Статья Белякова интересна, главным образом, тем, что он, опровергая других авторов, игравших, как он говорит, на понижение, обильно этих авторов цитирует - от Валерии Новодворской и аж до Бердяева, у которого он пытается поставить под сомнение его оценки Достоевского (известно, что церковники не любят Бердяева, этого единственного русского философа-персоналиста). Из этих цитат внимание привлекает следующая (Татьяна Москвина в "Московских Новостях"):

"Идиот" оказался крупной проверкой современного состояния актерского и режиссерского искусства. Я бы охарактеризовала это состояние простым русским восклицанием "Караул!"... Достоевский чрезмерен и несоизмерим - ни с кем в литературе. Режиссера же посетила опрометчивая идея, что персонажи "Идиота" - это обычные люди с обычными земными хлопотами насчет любви и пропитания... Да, встретилась наша пошлая, истасканная, опустившаяся и бесконечно играющая на понижение культура с Достоевским - и что выяснилось? А выяснилось, что ему-то уже ничем не повредишь, а нас, видимо, уже ничем не спасешь".

Борис Парамонов: Меня привлекает в этом высказывании совпадение с моими предыдущими оценками режиссера Бортко. Журналистка отметила тот же его дефект, что так удручающе сказался в экранизации "Собачьего сердца": стилистическая нечувствительность. Уже сама идея сделать из Достоевского сериал была художественно несостоятельной: терялся опять же ритм, у Достоевского куда более напряженный и лихорадочный, чем у кого-либо из писателей. Его надо ставить громко, скандально-истерично. Вот так был поставлен "Идиот" Пырьевым - работа, с которой нельзя даже рядом ставить нынешнюю экранизацию. И очень не в пользу Бортко говорит его прошлогоднее интервью "Комсомольской Правде", в котором он пытался дезавуировать постановку Пырьева. Тогда он сказал в частности:

"Я очень люблю фильмы Ивана Александровича. Он замечательный режиссер. Но сильно советский. Поэтому его фильм "Идиот", как мне кажется, снят поперек Достоевского. Пырьев снимал его в конкретных исторических условиях - 1956-57 годы. И, конечно, это не могло не сказаться. Проблематика романа Достоевского входила в противорчие с существующей в стране идеологией. Поэтому фильм не закончен, а первая часть очень условна. Но тот "Идиот" сыграл роль в восприятии романа Достоевского. Было решено, что воспринимать его нужно так. Мне кажется, что воспринимать его нужно по-другому. И я снял, как считал нужным".

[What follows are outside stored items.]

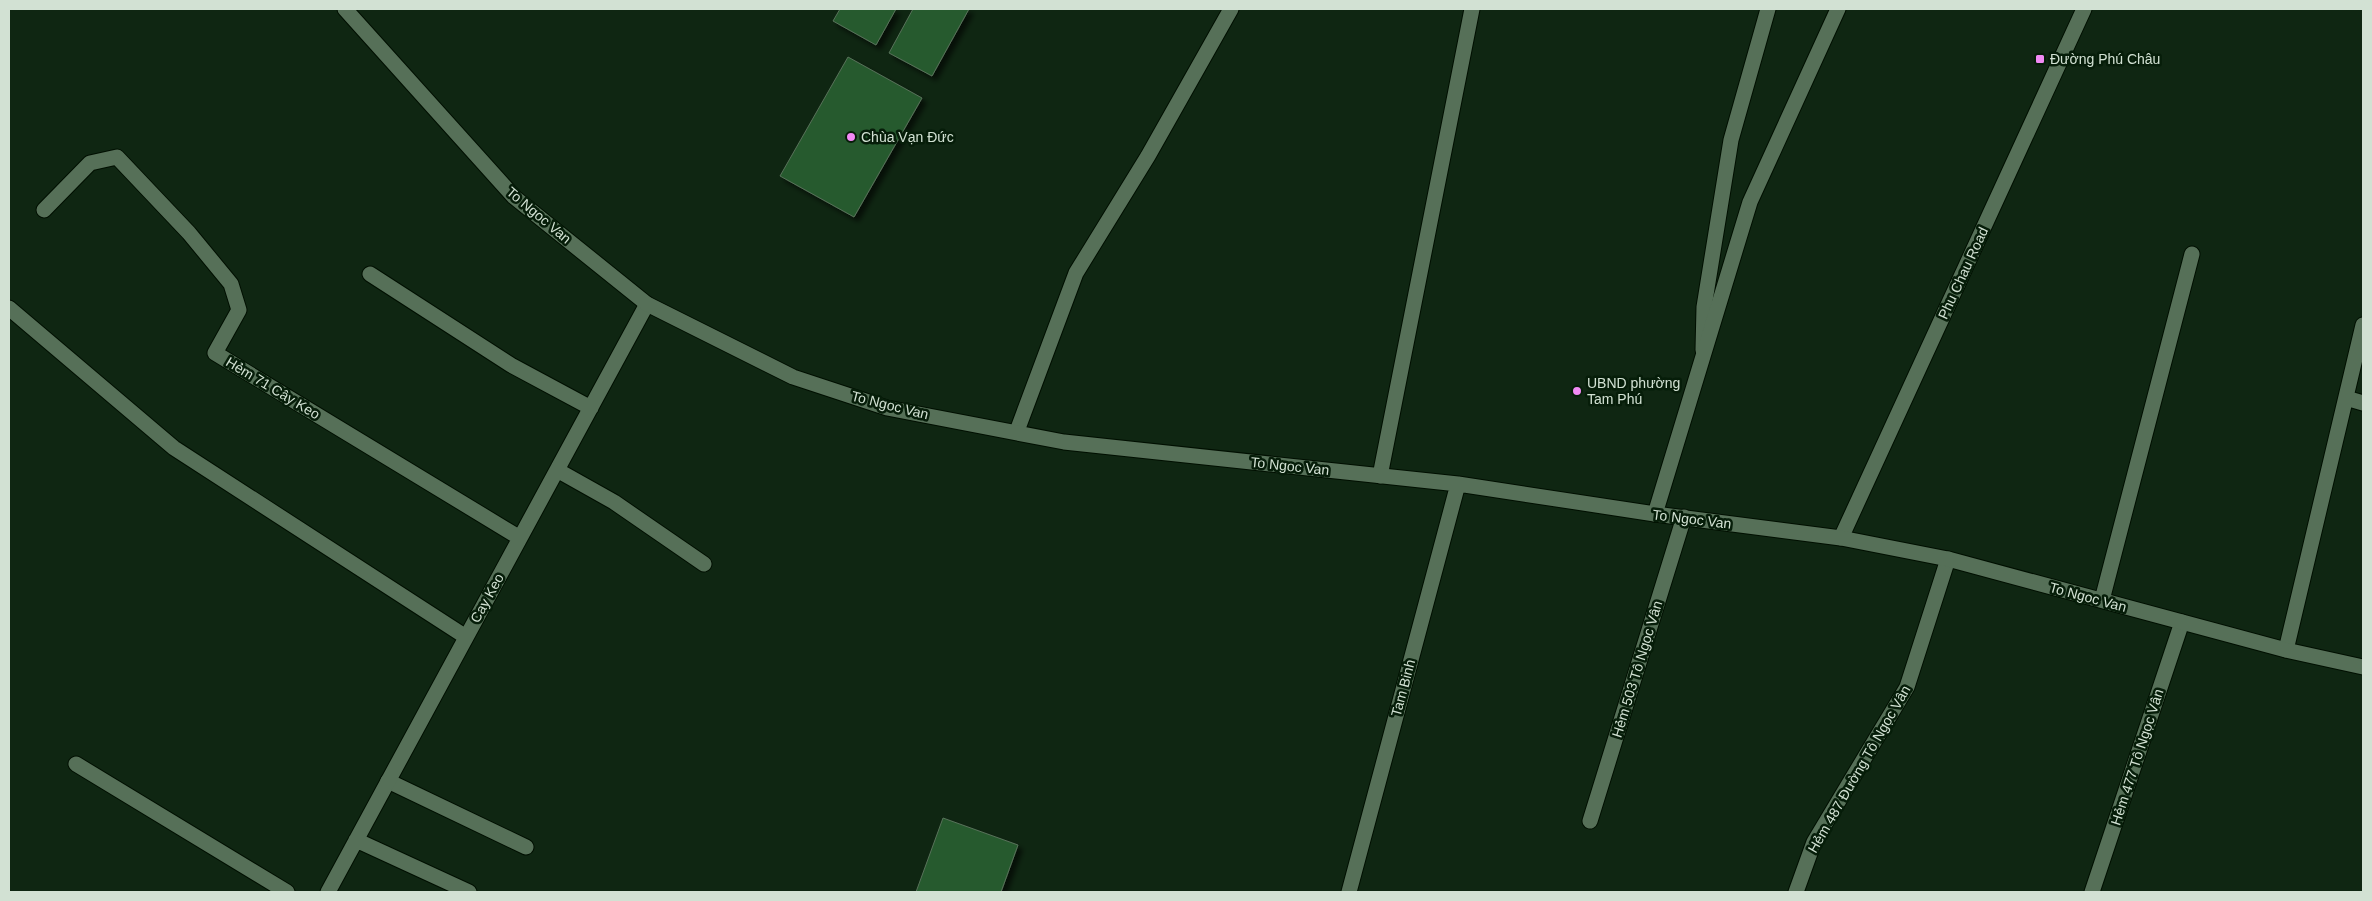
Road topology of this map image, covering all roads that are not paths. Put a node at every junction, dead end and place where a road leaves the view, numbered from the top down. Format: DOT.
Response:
graph roads {
  1 [pos="345,9"];
  2 [pos="1231,9"];
  3 [pos="1472,9"];
  4 [pos="1768,9"];
  5 [pos="1838,9"];
  6 [pos="2084,9"];
  7 [pos="44,210"];
  8 [pos="2192,254"];
  9 [pos="370,274"];
  10 [pos="647,304"];
  11 [pos="9,308"];
  12 [pos="2363,325"];
  13 [pos="1703,356"];
  14 [pos="2346,398"];
  15 [pos="2363,403"];
  16 [pos="591,408"];
  17 [pos="1017,431"];
  18 [pos="557,470"];
  19 [pos="1380,476"];
  20 [pos="1458,484"];
  21 [pos="1655,514"];
  22 [pos="1684,517"];
  23 [pos="520,538"];
  24 [pos="1841,538"];
  25 [pos="1948,559"];
  26 [pos="704,564"];
  27 [pos="2102,600"];
  28 [pos="2182,622"];
  29 [pos="466,637"];
  30 [pos="2286,650"];
  31 [pos="2363,666"];
  32 [pos="76,764"];
  33 [pos="388,781"];
  34 [pos="1590,821"];
  35 [pos="356,840"];
  36 [pos="526,847"];
  37 [pos="287,892"];
  38 [pos="328,892"];
  39 [pos="469,892"];
  40 [pos="1349,892"];
  41 [pos="1796,892"];
  42 [pos="2092,892"];
  1 -- 10 [label="street, To Ngoc Van"];
  2 -- 17 [label="street"];
  3 -- 19 [label="street"];
  4 -- 13 [label="street"];
  5 -- 13 [label="street"];
  6 -- 24 [label="street, Phu Chau Road"];
  7 -- 23 [label="street, Hẻm 71 Cây Keo"];
  8 -- 27 [label="street"];
  9 -- 16 [label="street"];
  10 -- 16 [label="street, Cay Keo"];
  10 -- 17 [label="street, To Ngoc Van"];
  11 -- 29 [label="street"];
  12 -- 14 [label="street"];
  13 -- 21 [label="street"];
  14 -- 15 [label="street"];
  14 -- 30 [label="street"];
  16 -- 18 [label="street, Cay Keo"];
  17 -- 19 [label="street, To Ngoc Van"];
  18 -- 23 [label="street, Cay Keo"];
  18 -- 26 [label="street"];
  19 -- 20 [label="street, To Ngoc Van"];
  20 -- 21 [label="street, To Ngoc Van"];
  20 -- 40 [label="street, Tam Binh"];
  21 -- 22 [label="street, To Ngoc Van"];
  22 -- 24 [label="street, To Ngoc Van"];
  22 -- 34 [label="street, Hẻm 503 Tô Ngọc Vân"];
  23 -- 29 [label="street, Cay Keo"];
  24 -- 25 [label="street, To Ngoc Van"];
  25 -- 27 [label="street, To Ngoc Van"];
  25 -- 41 [label="street, Hẻm 487 Đường Tô Ngọc Vân"];
  27 -- 28 [label="street, To Ngoc Van"];
  28 -- 30 [label="street, To Ngoc Van"];
  28 -- 42 [label="street, Hẻm 477 Tô Ngọc Vân"];
  29 -- 33 [label="street, Cay Keo"];
  30 -- 31 [label="street, To Ngoc Van"];
  32 -- 37 [label="street"];
  33 -- 35 [label="street, Cay Keo"];
  33 -- 36 [label="street"];
  35 -- 38 [label="street, Cay Keo"];
  35 -- 39 [label="street"];
}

Борис Парамонов: В этих словах затемнена подлинная проблема. Никакого противоречия с идеологией в первой части фильма не было: снято то, что есть у Достоевского. Но снято куда лучше, чем у Бортко. У Пырьева как раз наличествовало то, что, похоже, органически чуждо Бортко: чувство ритма, темп киноповествования, абсолютно адекватный Достоевскому. Первая часть была хороша. И Пырьев не стал снимать дальнейшее, потому что он понял главное: "Идиот" в дальнейшем своем развитии некинематографичен. И не просто лишен необходимых для кинематографа черт, но попросту неудачен. Роман пропадает, проваливается после первой части: высокая заявка не выполняется. Князь Мышкин - христоподобная фигура - делается ощутимо комичным, а Магдалина - Настасья Филипповна по существу исчезает из романа: автор не нашел для нее действия. В "Идиоте" по-настоящему хороша только первая часть, и как раз из нее Пырьев и сделал хороший фильм. Дальше было делать нечего. И за эту вновь поставленную задачу взялся Бортко, сам заявляющий, что ему всё равно, что снимать. Вот эта индифферентность и чувствуется, прежде всего, в "Идиоте". Я смотрел сериал чуть ли не неделю, но, посмотрев, тут же и забыл, никакого впечатления не осталось. А пырьевский фильм до сих пор помнится. В "Идиоте"-фильме не чувствуется Достоевского. Впрочем, и в самом романе Достоевский не в лучшей своей форме.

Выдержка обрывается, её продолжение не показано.